Le domaine de spécialisation de la franco-américaine est, sans grande surprise, la microéconomie, par opposition à la macroéconomie, ce qui la rend moins suspecte. Elle ne risque donc pas de se frotter au dogme, l'unique « système de production, des échanges et du partage des fruits de la productivité » en vigueur, le capitalisme. Vu les crises diverses et variées qui le secouent actuellement, le système, le choix a dû sembler plus judicieux aux yeux du jury suédois.
La microéconomie ayant pour but la comparaison et la modélisation des comportements des agents économiques entre eux, à l’intérieur d’un marché spécifique, la macroéconomie analyse l’interaction entre les facteurs économiques au niveau d’une nation voire entre nations, tels que les revenus nationaux, l’investissement privé et public, le pouvoir d’achat, la consommation, l’inflation, facteurs qui constituent des outils d’analyse essentiels, déterminants la politique économique d’un pays.
Le service public, notamment le système éducatif, étant largement privatisé aux Etats-Unis, surtout celui des hautes études, l’économiste primée, ainsi que son employeur, le « Massachusetts Institute of Technology » MIT, dépendent donc de dons d’entreprises privées et de généreux mécènes. (1)
L’Arabie Saoudite, par exemple, y est représenté en tant que membre du « MIT Media Lab », à travers la « Misk Foundation » ou « Prince Mohammed Bin Salman bin Abdulaziz Foundation », une ONG, « dédiée à la culture et l’éducation de la jeunesse par le biais de l’entreprenariat », à laquelle sa majesté avait payé une brève visite lors de sa venue officielle aux Etats-Unis, le 24 mars 2018. (2)

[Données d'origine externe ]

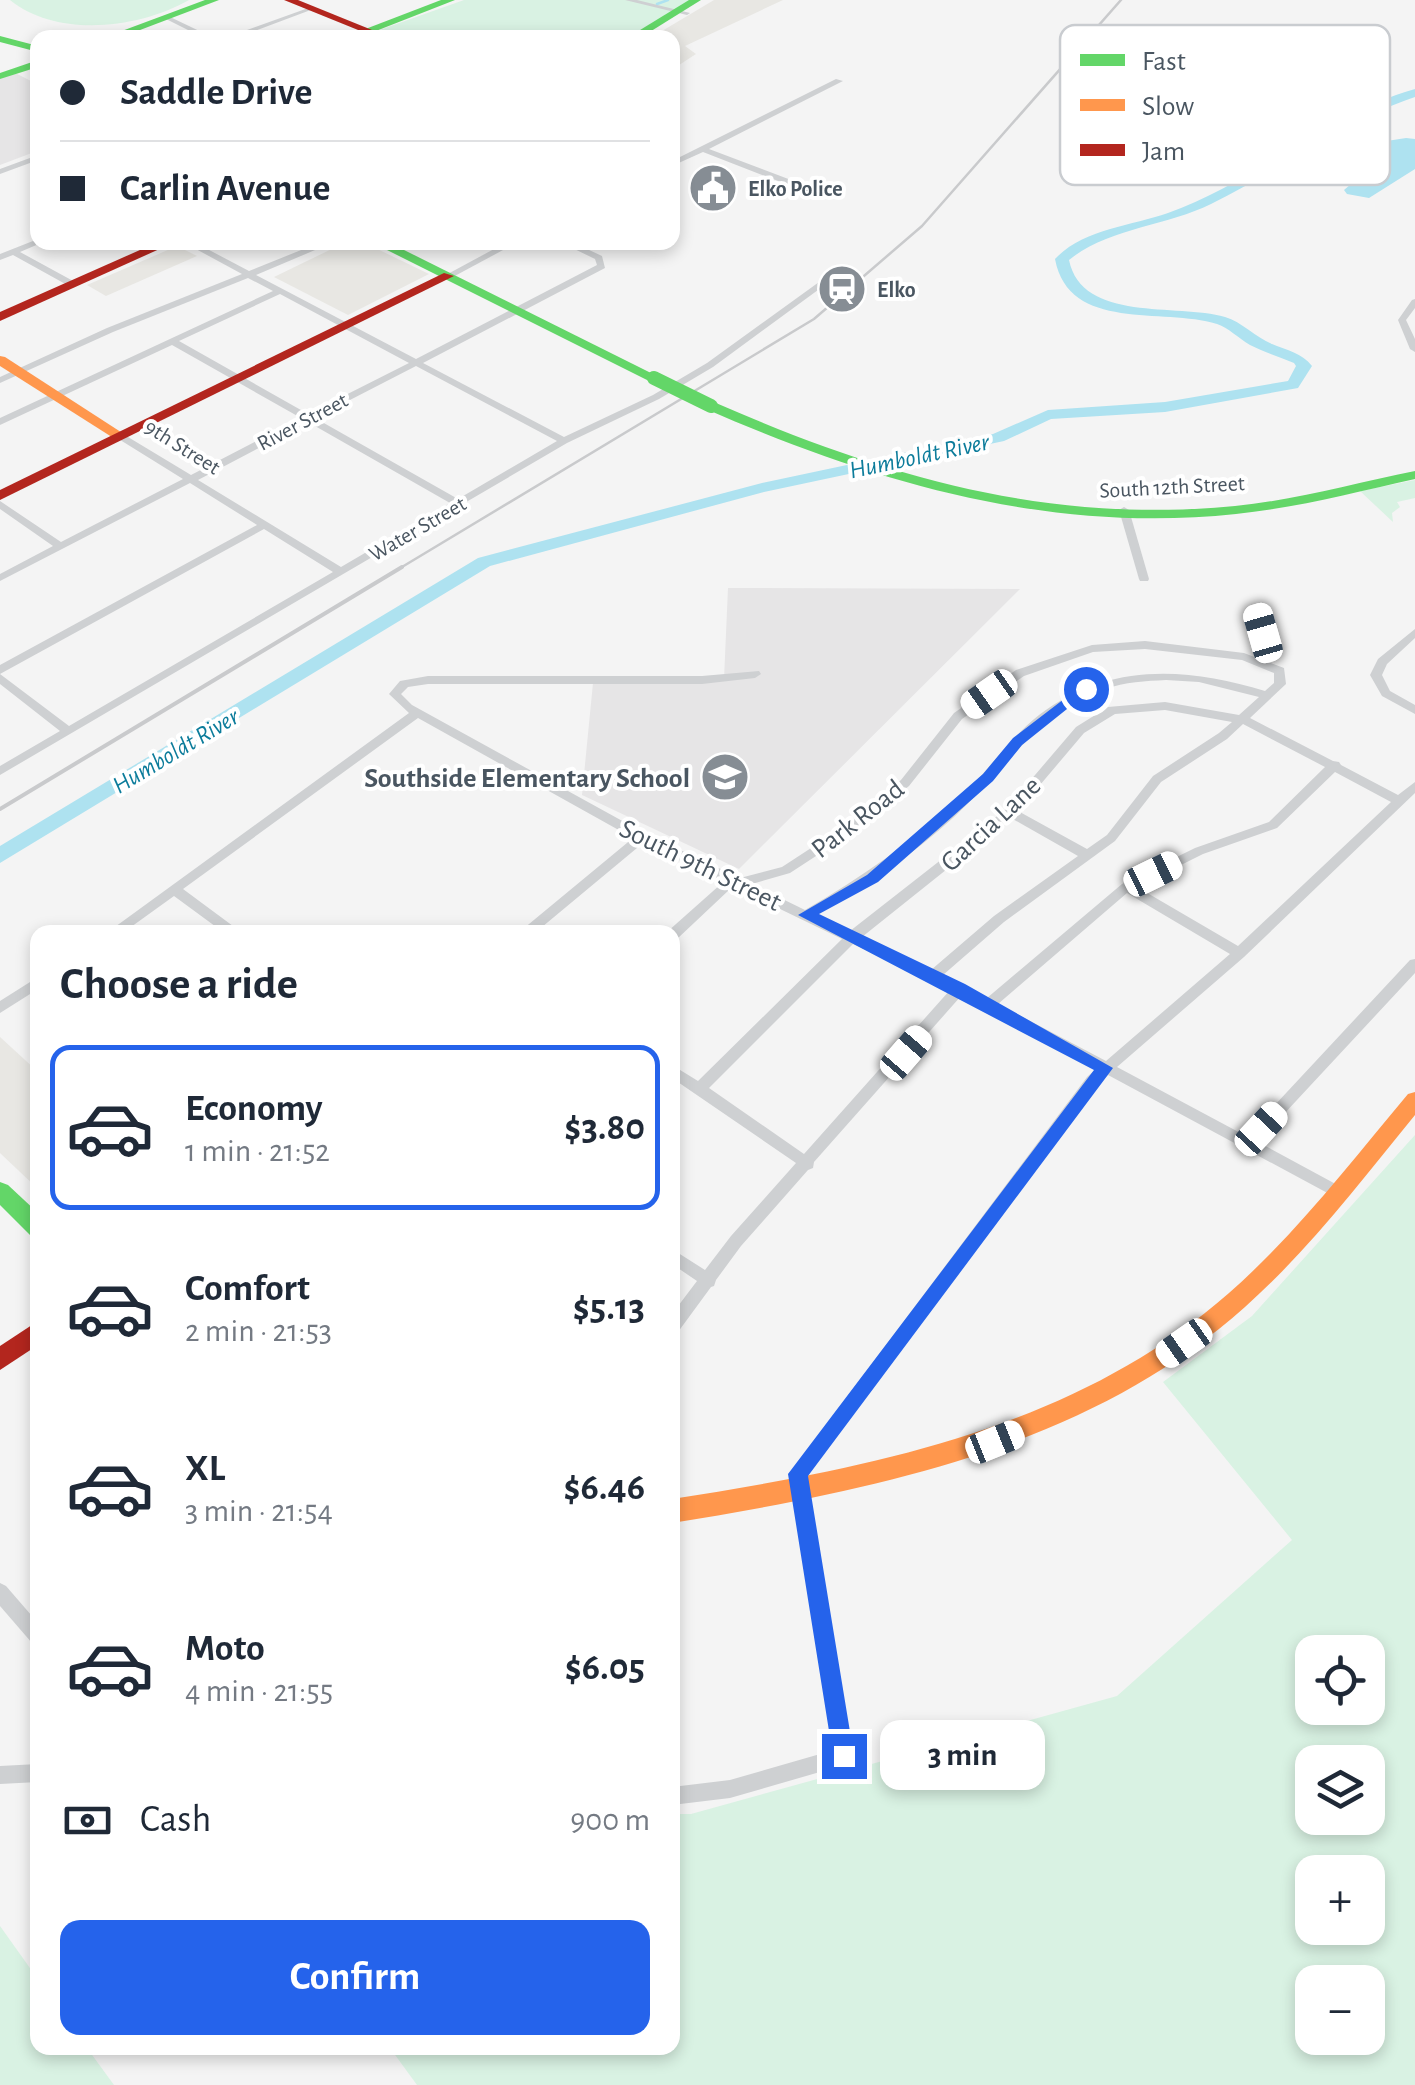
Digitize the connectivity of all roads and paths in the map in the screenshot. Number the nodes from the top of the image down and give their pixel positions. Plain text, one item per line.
1 (214, 0) edge
2 (289, 0) edge
3 (450, 0) edge
4 (628, 0) edge
5 (708, 0) edge
6 (313, 8) junction
7 (687, 8) edge
8 (166, 17) junction
9 (130, 30) edge
10 (194, 30) edge
11 (251, 30) edge
12 (350, 30) edge
13 (368, 30) edge
14 (647, 30) edge
15 (657, 30) edge
16 (0, 39) edge
17 (30, 47) edge
18 (30, 65) edge
19 (0, 76) edge
20 (839, 80) dead end
21 (703, 149) junction
22 (30, 160) edge
23 (680, 160) edge
24 (26, 162) junction
25 (30, 164) edge
26 (0, 172) edge
27 (817, 193) dead end
28 (30, 244) edge
29 (151, 250) edge
30 (202, 250) edge
31 (311, 250) edge
32 (394, 250) edge
33 (498, 250) edge
34 (580, 250) edge
35 (13, 251) junction
36 (0, 257) edge
37 (250, 276) junction
38 (448, 276) junction
39 (829, 279) dead end
40 (72, 284) junction
41 (280, 291) junction
42 (1415, 302) edge
43 (516, 310) junction
44 (0, 318) edge
45 (346, 326) junction
46 (172, 342) junction
47 (1415, 350) edge
48 (0, 360) edge
49 (417, 361) junction
50 (10, 376) edge
51 (238, 378) junction
52 (56, 396) junction
53 (310, 416) junction
54 (0, 422) edge
55 (120, 436) junction
56 (564, 440) junction
57 (1415, 467) edge
58 (1415, 475) edge
59 (192, 479) junction
60 (0, 496) edge
61 (0, 504) edge
62 (459, 504) junction
63 (1125, 513) junction
64 (264, 526) junction
65 (61, 546) junction
66 (341, 572) junction
67 (0, 578) edge
68 (1144, 579) dead end
69 (1257, 612) dead end
70 (1415, 632) edge
71 (1262, 662) junction
72 (0, 674) edge
73 (754, 674) dead end
74 (1268, 696) junction
75 (36, 704) joint
76 (1415, 710) edge
77 (417, 713) junction
78 (1244, 720) junction
79 (68, 730) junction
80 (1336, 765) junction
81 (0, 770) edge
82 (1415, 786) edge
83 (1400, 802) junction
84 (1010, 812) junction
85 (642, 837) junction
86 (1088, 855) junction
87 (744, 884) junction
88 (1126, 887) junction
89 (175, 890) junction
90 (806, 915) junction
91 (125, 925) edge
92 (222, 925) edge
93 (536, 925) edge
94 (680, 929) edge
95 (851, 938) junction
96 (1239, 953) junction
97 (1415, 964) edge
98 (932, 976) junction
99 (30, 987) edge
100 (959, 989) junction
101 (989, 1004) junction
102 (0, 1008) edge
103 (1104, 1068) junction
104 (680, 1075) edge
105 (700, 1088) junction
106 (1415, 1100) edge
107 (1247, 1145) junction
108 (808, 1164) junction
109 (0, 1190) edge
110 (1338, 1192) junction
111 (30, 1220) edge
112 (680, 1261) edge
113 (708, 1281) junction
114 (680, 1317) edge
115 (30, 1337) edge
116 (0, 1360) edge
117 (799, 1482) junction
118 (680, 1509) edge
119 (0, 1592) edge
120 (30, 1627) edge
121 (30, 1773) edge
122 (0, 1775) edge
123 (680, 1795) edge

1 - 8 main road
2 - 6 main road
3 - 13 main road
4 - 7 street
5 - 7 main road
6 - 11 street
6 - 12 main road
7 - 14 main road
7 - 15 main road
8 - 9 main road
8 - 10 street
16 - 17 main road
18 - 19 main road
20 - 21 street
21 - 23 street
21 - 27 street
22 - 24 street
24 - 25 street
24 - 26 street
28 - 35 street
29 - 40 main road
30 - 37 street
31 - 37 street
32 - 38 main road, South 12th Street
33 - 38 street
34 - 43 street, River Street
35 - 36 street
35 - 40 street
37 - 41 street
37 - 50 street
38 - 43 main road, South 12th Street
38 - 45 main road
39 - 56 street, Water Street
40 - 44 main road
41 - 45 street
41 - 46 street
42 - 47 street
43 - 49 street, River Street
43 - 63 main road, South 12th Street, bridge
45 - 49 street
45 - 51 main road
46 - 51 street
46 - 52 street
48 - 50 main road, 9th Street
49 - 53 street, River Street
49 - 56 street
50 - 52 main road, 9th Street
51 - 53 street
51 - 55 main road
52 - 54 street
52 - 55 main road, 9th Street
53 - 59 street, River Street
53 - 62 street
55 - 59 street, 9th Street
55 - 60 main road
56 - 62 street, Water Street
57 - 63 main road, South 12th Street
58 - 63 main road, South 12th Street
59 - 64 street, 9th Street
59 - 65 street, River Street
61 - 65 street
62 - 66 street, Water Street
63 - 68 street
64 - 66 street, 9th Street
64 - 72 street
65 - 67 street, River Street
66 - 79 street, Water Street
69 - 71 street
70 - 76 street
71 - 74 street, Park Road
71 - 87 street, Park Road
72 - 75 street
73 - 77 street, South 9th Street
74 - 78 street
74 - 90 street
75 - 79 street
77 - 85 street, South 9th Street
77 - 89 street
78 - 80 street
78 - 84 street, Garcia Lane
78 - 86 street
79 - 81 street, Water Street
80 - 83 street
80 - 88 street
82 - 83 street
83 - 96 street
84 - 86 street
84 - 95 street, Garcia Lane
85 - 87 street, South 9th Street
85 - 93 street
86 - 98 street
87 - 90 street, South 9th Street
87 - 94 street, Park Road
88 - 96 street
88 - 101 street
89 - 91 street
89 - 92 street
90 - 95 street, South 9th Street
95 - 98 street, South 9th Street
95 - 105 street, Garcia Lane
96 - 103 street
97 - 107 street
98 - 100 street, South 9th Street
99 - 102 street
100 - 101 street, South 9th Street
100 - 108 street
101 - 103 street, South 9th Street
103 - 107 street, South 9th Street
103 - 117 street
104 - 105 street
105 - 108 street
106 - 110 main road
107 - 110 street, South 9th Street
108 - 113 street
109 - 111 main road
110 - 117 main road
112 - 113 street
113 - 114 street
115 - 116 main road
117 - 118 main road
117 - 123 street
119 - 120 street
121 - 122 street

Les sources de financement, essentiellement privées, des travaux du couple lauréat, proviennent également, en grande partie, d’Arabie Saoudite, la dernière en date, par un ancien « alumnus » du « Massachusetts Institute of Technology » MIT, Mohamed Abdul Latif Jameel, le fils de l’homme d’affaires saoudien Abdul Latif Jameel, mort en 1993, dont la famille compte parmi les plus grosses fortunes du Moyen Orient, et qui avait permis à la lauréate et son mari, en 2003, l’ouverture, sur le campus du MIT, du « Abdel Latif Jameel Poverty Action Lab » au nom duquel elle vient de recevoir le Prix Nobel de l’économie.

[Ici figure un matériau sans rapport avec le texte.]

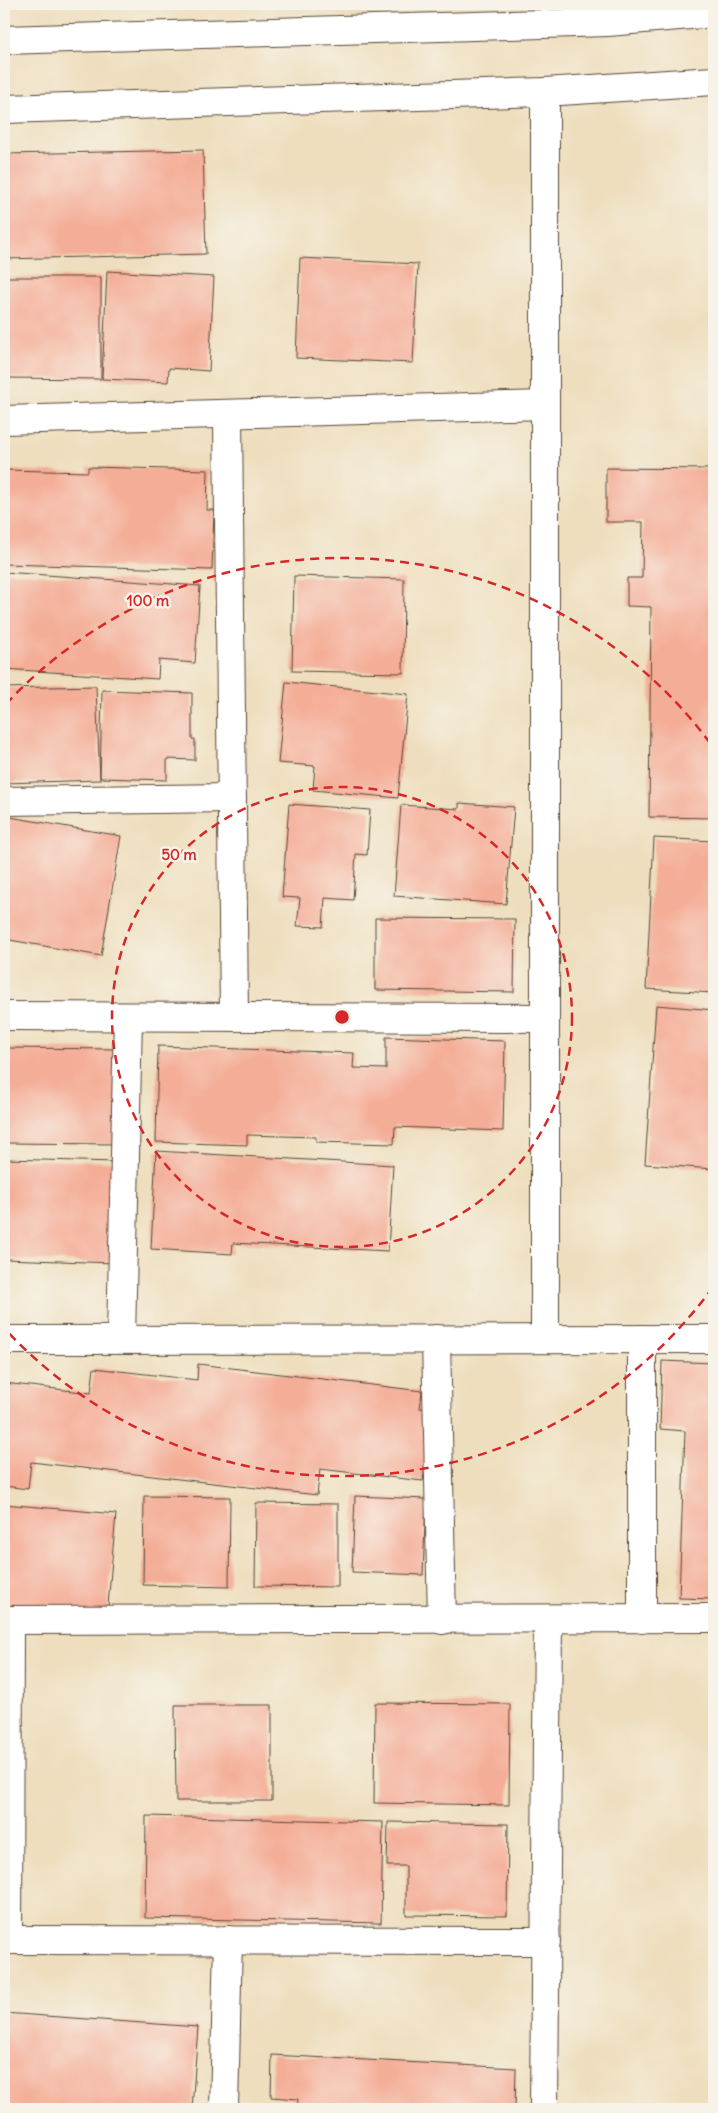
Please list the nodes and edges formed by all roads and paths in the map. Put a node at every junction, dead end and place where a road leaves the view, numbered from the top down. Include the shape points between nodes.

Ce n’est donc pas non plus une surprise que la lauréate favorise une collaboration étroite avec de nombreuses ONG, ainsi que le monde douillet de la philanthropie, dont la « Laura and John Arnold Foundation » du gestionnaire de « hedge funds » et milliardaire John Arnold, ancien négociant au service de la tristement célèbre maison de courtage en électricité texane « Enron », une des plus grosses entreprises américaines de par sa capitalisation boursière à l’époque, profiteur, par la même occasion, de la faillite frauduleuse de la dernière en 2001, à travers sa nouvelle firme, fondée en 2002, le « hedge fund » « Centaurus Advisors », juste après la déconfiture de son ancien employeur. On pourrait également mentionner l’étroite collaboration, revendiquée par la lauréate, avec le milliardaire Bill Gates et sa « Fondation Bill et Melinda Gates ».

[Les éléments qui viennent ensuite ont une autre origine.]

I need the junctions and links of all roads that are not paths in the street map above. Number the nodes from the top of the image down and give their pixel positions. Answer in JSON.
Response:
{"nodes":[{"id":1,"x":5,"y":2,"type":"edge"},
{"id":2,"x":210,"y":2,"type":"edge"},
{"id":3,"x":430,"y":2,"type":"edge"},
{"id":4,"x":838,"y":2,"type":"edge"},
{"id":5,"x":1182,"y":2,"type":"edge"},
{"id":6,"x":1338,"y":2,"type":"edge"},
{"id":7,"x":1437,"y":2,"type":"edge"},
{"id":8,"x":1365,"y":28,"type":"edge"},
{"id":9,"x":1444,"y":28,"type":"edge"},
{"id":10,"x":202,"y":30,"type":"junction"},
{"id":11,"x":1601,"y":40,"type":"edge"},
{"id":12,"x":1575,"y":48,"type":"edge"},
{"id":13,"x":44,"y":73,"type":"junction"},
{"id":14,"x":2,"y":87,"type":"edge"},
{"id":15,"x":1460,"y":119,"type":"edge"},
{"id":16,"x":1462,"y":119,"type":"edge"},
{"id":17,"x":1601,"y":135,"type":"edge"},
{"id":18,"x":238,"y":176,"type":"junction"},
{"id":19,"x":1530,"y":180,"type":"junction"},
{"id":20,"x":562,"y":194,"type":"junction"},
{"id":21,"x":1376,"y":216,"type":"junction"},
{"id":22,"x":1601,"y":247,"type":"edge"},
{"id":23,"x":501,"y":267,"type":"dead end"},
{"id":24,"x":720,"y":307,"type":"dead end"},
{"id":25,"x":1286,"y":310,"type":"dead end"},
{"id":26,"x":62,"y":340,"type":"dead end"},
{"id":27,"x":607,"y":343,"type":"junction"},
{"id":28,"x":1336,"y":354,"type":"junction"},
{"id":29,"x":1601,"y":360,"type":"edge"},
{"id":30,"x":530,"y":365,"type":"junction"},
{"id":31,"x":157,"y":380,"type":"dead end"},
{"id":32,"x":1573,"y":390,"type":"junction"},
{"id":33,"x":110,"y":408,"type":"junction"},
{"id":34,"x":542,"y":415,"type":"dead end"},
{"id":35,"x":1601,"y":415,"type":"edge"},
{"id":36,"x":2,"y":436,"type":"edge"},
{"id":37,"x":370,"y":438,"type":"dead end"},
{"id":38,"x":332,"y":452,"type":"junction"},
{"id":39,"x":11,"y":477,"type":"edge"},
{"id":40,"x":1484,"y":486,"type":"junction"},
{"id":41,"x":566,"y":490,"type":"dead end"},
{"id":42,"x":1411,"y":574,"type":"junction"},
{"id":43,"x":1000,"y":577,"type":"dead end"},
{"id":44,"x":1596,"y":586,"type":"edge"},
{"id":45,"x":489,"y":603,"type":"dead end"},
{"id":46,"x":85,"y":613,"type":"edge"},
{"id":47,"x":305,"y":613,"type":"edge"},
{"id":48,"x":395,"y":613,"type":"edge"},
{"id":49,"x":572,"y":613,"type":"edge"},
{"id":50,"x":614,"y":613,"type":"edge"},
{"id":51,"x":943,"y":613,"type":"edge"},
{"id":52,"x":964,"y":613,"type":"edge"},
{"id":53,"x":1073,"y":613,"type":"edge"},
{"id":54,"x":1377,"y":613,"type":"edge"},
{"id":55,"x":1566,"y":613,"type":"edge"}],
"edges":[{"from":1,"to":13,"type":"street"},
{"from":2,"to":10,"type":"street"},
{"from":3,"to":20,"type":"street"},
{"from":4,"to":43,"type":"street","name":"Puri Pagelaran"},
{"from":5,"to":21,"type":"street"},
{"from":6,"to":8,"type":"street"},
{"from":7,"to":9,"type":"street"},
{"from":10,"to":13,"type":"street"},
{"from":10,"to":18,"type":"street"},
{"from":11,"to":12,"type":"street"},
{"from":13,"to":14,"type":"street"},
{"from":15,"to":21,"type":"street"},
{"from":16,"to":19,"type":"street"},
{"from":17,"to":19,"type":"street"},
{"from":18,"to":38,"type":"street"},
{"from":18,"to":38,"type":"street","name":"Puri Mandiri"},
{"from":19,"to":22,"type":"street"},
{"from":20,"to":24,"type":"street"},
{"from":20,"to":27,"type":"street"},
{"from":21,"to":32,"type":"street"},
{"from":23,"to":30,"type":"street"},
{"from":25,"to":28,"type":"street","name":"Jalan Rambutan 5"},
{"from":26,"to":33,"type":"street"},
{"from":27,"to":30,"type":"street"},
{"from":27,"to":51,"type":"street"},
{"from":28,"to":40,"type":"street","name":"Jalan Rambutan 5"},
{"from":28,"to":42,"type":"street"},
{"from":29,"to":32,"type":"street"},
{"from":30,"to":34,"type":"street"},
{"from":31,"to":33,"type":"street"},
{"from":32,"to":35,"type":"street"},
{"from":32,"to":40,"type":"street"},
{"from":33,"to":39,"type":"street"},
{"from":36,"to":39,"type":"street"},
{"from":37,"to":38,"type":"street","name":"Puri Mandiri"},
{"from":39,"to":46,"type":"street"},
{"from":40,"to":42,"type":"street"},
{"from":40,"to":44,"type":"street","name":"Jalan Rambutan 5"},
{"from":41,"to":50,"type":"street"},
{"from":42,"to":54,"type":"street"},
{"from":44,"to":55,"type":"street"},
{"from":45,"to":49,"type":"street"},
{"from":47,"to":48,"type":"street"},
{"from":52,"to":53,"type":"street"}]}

En tant qu’économiste, la lauréate favorise « l’expérience du terrain », plutôt que la théorie, ce qui est rafraîchissant après près de 45 ans de dogme « friedmanien » (Milton Friedman, Prix Nobel de l’économie 1976), seulement, un peu court peut-être.
L’hebdomadaire américain « The New Yorker » la qualifie « d’intellectuelle française de centre gauche qui croit en la redistribution et qui souscrit à la notion optimiste que demain sera peut-être meilleur qu’aujourd’hui. » (mai 2010) C’est dire à quel point elle est convenable pour un Prix Nobel.
Il semblerait que Madame Duflo se sert d’une méthode d’évaluation de projets humanitaires, utilisée essentiellement dans le domaine de la médecine, qu’on appelle « essai randomisé contrôlé » ou « randomized controlled trial » (Wikipedia) pour expliquer des phénomènes économiques, ou plutôt « pour appliquer une méthode qui marche ».
Pour mieux comprendre sa recette, elle nous la décrit dans une interview, accordée à « France Inter » le 15 octobre dernier. « Nous avons pris une centaine d’écoles du Kenya, et dans une cinquantaine d’entre elles, prises au hasard, nous avons distribué des manuels scolaires en anglais. L’idée à l’époque était que, disposer de manuels scolaires pouvait faire une grande différence. (?) Un an après (?), nous nous sommes aperçus que les enfants n’avaient rien appris dans les manuels scolaires. Nous avons réalisé que cela n’avait pas fonctionné, car, bien que le programme solaire au Kenya soit en anglais, les enfants ne savaient pas lire l’anglais. (?) Cette expérience a été la première d’un long parcours (?) qui nous a permis, de mieux comprendre quel était le vrai problème de l’éducation dans un pays comme le Kenya ou l’Inde où les programmes scolaires ne sont pas du tout au niveau des élèves. (?) Fin de citation.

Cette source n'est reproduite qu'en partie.